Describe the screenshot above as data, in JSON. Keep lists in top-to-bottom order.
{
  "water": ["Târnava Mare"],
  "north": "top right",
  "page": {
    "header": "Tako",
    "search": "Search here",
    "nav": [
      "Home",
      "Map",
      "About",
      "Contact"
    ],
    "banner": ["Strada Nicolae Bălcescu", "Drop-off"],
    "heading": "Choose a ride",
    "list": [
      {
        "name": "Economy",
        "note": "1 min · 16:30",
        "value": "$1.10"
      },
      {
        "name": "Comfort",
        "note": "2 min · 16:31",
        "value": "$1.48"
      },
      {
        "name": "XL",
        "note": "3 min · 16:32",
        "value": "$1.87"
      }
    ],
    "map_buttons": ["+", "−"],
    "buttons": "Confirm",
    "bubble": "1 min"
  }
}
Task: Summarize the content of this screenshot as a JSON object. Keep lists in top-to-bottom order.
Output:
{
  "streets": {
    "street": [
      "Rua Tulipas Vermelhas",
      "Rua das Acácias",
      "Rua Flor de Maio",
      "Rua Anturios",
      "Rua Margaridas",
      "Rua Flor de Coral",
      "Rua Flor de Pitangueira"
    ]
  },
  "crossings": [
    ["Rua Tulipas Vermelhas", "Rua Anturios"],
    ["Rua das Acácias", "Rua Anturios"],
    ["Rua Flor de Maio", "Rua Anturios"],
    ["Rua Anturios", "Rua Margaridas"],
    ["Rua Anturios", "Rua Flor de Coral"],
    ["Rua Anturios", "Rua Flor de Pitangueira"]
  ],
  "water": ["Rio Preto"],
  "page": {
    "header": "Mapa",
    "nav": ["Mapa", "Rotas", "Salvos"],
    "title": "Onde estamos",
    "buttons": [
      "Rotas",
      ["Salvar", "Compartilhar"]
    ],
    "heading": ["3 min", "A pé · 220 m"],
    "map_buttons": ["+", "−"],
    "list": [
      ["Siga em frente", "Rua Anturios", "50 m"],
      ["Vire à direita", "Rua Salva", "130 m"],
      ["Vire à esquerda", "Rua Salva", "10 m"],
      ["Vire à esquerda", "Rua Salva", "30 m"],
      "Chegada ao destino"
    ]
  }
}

::::::::::

Starting at the line that contains "Task: Summarize the", write out every line to the end of the entries, exactly as given.

— Response below —
Task: Summarize the content of this screenshot as a JSON object. Keep lists in top-to-bottom order.
Output:
{
  "streets": {
    "street": [
      "Rua Tulipas Vermelhas",
      "Rua das Acácias",
      "Rua Flor de Maio",
      "Rua Anturios",
      "Rua Margaridas",
      "Rua Flor de Coral",
      "Rua Flor de Pitangueira"
    ]
  },
  "crossings": [
    ["Rua Tulipas Vermelhas", "Rua Anturios"],
    ["Rua das Acácias", "Rua Anturios"],
    ["Rua Flor de Maio", "Rua Anturios"],
    ["Rua Anturios", "Rua Margaridas"],
    ["Rua Anturios", "Rua Flor de Coral"],
    ["Rua Anturios", "Rua Flor de Pitangueira"]
  ],
  "water": ["Rio Preto"],
  "page": {
    "header": "Mapa",
    "nav": ["Mapa", "Rotas", "Salvos"],
    "title": "Onde estamos",
    "buttons": [
      "Rotas",
      ["Salvar", "Compartilhar"]
    ],
    "heading": ["3 min", "A pé · 220 m"],
    "map_buttons": ["+", "−"],
    "list": [
      ["Siga em frente", "Rua Anturios", "50 m"],
      ["Vire à direita", "Rua Salva", "130 m"],
      ["Vire à esquerda", "Rua Salva", "10 m"],
      ["Vire à esquerda", "Rua Salva", "30 m"],
      "Chegada ao destino"
    ]
  }
}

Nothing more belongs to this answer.